Impossible de suivre ses pensées, cependant, car elles avaient viré au rouge. Mais c’était pas grave, puisque la môme se trouvait exactement là où Rose la voulait. Dans son état de choc et de perplexité, Abra avait suivi l’homme jusqu’au moyeu de la roue. Elle serait plus ni choquée ni perplexe très longtemps, de toute façon: la petite Bâtarde Choquée était maintenant la petite Bâtarde Étranglée. Et bientôt elle serait la petite Bâtarde Crevée: sautée avec son propre pétard.

(Oncle Dan non non arrête c’est pas elle)

C’est elle, pensa Rose, intensifiant la pression. Sa dent glissa hors de sa bouche et transperça sa lèvre inférieure. Du sang dégoulina sur son menton et son haut. Elle ne le sentit pas plus qu’elle ne sentait la brise des montagnes souffler dans la masse sombre de ses cheveux. Si, c’est moi. Tu étais mon petit papa, mon petit papa de salle de bar, je t’ai fait vider ton porte-monnaie pour un tas de mauvaise coke, et maintenant c’est le lendemain matin et j’ai besoin de me prendre ma raclée. Ma médecine. C’est ça que tu voulais faire quand tu t’es réveillé à côté de la pute soûle de Wilmington, c’est ce que t’aurais fait si t’avais eu des couilles. Sans oublier aussi son petit bâtard inutile. Ton père savait comment traiter les femmes désobéissantes et stupides, et son père avant lui aussi. Parfois, une femme a juste besoin de prendre sa raclée. Sa méde…

Un grondement de moteur approchait. Mais ce n’était pas plus important que la douleur dans sa lèvre et le goût du sang dans sa bouche. La môme s’étouffait, râlait. Puis une pensée aussi assourdissante qu’un coup de tonnerre lui explosa dans la cervelle, un rugissement de bête blessée:

(MON PÈRE SAVAIT RIEN !)

Rose se débattait encore pour chasser ce cri de son esprit quand la camionnette de Billy Freeman emboutit la base de la plate-forme, lui faisant perdre l’équilibre. Son chapeau tomba et roula.

3

C’était pas l’appartement de Wilmington. C’était sa chambre d’autrefois à l’hôtel Overlook: le moyeu de la roue. Et la femme près de qui il s’était réveillé dans cet appartement miteux ce n’était pas Deenie, et c’était pas Rose non plus.

C’était Abra. Il avait les mains autour de son cou et elle avait les yeux qui lui sortaient de la tête.
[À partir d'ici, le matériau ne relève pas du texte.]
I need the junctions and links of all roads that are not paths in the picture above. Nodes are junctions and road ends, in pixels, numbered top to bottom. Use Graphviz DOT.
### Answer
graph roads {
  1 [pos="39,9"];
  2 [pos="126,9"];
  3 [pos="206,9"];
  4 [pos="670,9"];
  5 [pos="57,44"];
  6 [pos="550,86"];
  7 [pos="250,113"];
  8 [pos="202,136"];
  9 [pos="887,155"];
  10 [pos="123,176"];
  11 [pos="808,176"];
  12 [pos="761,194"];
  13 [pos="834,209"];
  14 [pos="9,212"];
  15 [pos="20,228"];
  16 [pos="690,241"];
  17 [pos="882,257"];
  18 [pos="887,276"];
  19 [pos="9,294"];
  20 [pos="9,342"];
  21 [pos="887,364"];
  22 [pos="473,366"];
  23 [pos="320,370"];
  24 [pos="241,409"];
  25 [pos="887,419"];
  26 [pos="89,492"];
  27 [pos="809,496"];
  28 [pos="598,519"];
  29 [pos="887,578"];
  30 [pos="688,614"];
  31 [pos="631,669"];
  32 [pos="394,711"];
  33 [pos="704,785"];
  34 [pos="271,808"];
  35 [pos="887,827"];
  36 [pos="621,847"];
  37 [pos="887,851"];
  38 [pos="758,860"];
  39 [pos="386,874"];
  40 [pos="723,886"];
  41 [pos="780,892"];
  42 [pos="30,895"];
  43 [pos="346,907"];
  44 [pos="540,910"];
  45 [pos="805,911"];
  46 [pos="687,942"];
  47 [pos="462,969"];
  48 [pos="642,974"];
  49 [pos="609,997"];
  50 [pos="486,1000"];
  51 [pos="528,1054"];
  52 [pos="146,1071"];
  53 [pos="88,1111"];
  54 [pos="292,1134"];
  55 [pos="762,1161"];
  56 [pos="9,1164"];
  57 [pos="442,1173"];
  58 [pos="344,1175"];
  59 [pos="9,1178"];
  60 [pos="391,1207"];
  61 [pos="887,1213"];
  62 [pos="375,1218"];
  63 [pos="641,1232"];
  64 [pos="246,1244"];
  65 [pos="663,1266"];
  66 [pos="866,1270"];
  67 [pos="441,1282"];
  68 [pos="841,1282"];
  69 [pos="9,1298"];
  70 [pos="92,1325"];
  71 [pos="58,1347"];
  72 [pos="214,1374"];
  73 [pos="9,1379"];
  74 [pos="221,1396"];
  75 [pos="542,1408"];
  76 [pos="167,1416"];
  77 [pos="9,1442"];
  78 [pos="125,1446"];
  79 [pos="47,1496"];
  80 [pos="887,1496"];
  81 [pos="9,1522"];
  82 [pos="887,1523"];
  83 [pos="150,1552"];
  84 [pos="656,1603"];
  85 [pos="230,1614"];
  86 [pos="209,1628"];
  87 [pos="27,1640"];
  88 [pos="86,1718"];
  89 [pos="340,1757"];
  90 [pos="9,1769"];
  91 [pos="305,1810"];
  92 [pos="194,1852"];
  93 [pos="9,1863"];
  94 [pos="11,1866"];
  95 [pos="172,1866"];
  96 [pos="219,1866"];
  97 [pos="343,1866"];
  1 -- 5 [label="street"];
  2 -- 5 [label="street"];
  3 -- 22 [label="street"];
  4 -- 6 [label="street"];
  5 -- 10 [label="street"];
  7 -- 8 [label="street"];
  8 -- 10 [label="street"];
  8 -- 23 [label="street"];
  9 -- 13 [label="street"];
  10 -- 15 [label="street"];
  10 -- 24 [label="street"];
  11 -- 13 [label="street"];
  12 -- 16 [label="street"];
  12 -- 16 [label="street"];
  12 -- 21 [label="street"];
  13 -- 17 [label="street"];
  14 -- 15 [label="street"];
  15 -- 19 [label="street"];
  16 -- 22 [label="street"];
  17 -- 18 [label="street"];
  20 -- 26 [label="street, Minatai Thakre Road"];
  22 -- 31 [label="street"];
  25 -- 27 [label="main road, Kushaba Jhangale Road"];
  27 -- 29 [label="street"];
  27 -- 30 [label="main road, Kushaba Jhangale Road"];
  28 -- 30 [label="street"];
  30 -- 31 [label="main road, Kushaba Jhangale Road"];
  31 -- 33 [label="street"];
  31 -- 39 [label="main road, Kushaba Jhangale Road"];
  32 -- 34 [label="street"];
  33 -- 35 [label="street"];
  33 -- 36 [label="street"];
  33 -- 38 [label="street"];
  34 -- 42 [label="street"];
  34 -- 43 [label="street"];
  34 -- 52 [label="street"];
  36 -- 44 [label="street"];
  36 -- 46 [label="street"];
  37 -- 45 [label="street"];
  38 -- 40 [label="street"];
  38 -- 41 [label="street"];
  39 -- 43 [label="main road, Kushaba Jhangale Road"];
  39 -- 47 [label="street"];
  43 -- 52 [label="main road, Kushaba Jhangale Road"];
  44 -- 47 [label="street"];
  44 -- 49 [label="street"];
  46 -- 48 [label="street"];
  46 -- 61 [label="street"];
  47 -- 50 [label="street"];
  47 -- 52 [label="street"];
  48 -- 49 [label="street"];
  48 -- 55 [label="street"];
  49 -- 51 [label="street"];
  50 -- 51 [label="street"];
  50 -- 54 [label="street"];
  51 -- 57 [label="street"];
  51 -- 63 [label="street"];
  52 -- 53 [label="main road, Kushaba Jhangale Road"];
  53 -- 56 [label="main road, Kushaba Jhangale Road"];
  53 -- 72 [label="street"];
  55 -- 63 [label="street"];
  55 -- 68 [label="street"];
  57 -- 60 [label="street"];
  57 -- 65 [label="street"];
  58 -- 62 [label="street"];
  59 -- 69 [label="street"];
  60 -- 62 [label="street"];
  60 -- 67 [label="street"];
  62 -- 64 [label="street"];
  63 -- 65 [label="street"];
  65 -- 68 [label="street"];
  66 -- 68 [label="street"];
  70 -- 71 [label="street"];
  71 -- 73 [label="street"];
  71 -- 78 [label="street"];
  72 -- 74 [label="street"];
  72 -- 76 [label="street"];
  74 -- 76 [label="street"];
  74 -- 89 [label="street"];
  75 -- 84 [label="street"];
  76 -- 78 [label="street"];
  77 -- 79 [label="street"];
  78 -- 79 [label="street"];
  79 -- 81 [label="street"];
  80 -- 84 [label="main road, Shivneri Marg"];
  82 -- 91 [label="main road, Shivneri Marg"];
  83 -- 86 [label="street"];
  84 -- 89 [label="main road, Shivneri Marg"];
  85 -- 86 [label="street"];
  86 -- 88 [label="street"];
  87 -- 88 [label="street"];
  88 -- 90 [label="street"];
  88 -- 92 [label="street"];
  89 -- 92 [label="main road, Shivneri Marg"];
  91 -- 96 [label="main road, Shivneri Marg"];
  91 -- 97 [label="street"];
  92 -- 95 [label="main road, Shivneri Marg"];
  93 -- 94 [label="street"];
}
Une seconde, elle recommença à se transformer quand Rose tenta de s’insinuer de nouveau en lui, lui insufflant sa rage et augmentant la sienne. Puis quelque chose se produisit et elle disparut. Mais elle reviendrait.

Abra toussait et le dévisageait. Il se serait attendu à la voir sous le choc, mais pour une gamine qui venait presque de mourir étranglée, elle semblait singulièrement calme.

(bon… on savait que ç’allait pas être facile)

« Je ne suis pas mon père ! lui cria Dan. Je ne suis pas mon père !

— C’est sûrement tant mieux, alors », dit Abra. Elle souriait, dis donc. « T’as un foutu caractère, oncle Dan. Je crois bien qu’on est vraiment parents.

— J’ai failli te tuer, dit Dan. Ça suffit, maintenant. Il est temps que tu rentres. Retourne dans le New Hampshire immédiatement. »

Elle secoua la tête. « Je vais devoir y aller — pour un tout petit moment, pas longtemps —, mais là tout de suite t’as besoin de moi.

— Abra, c’est un ordre. »

Elle croisa les bras et resta plantée sur le tapis au cactus.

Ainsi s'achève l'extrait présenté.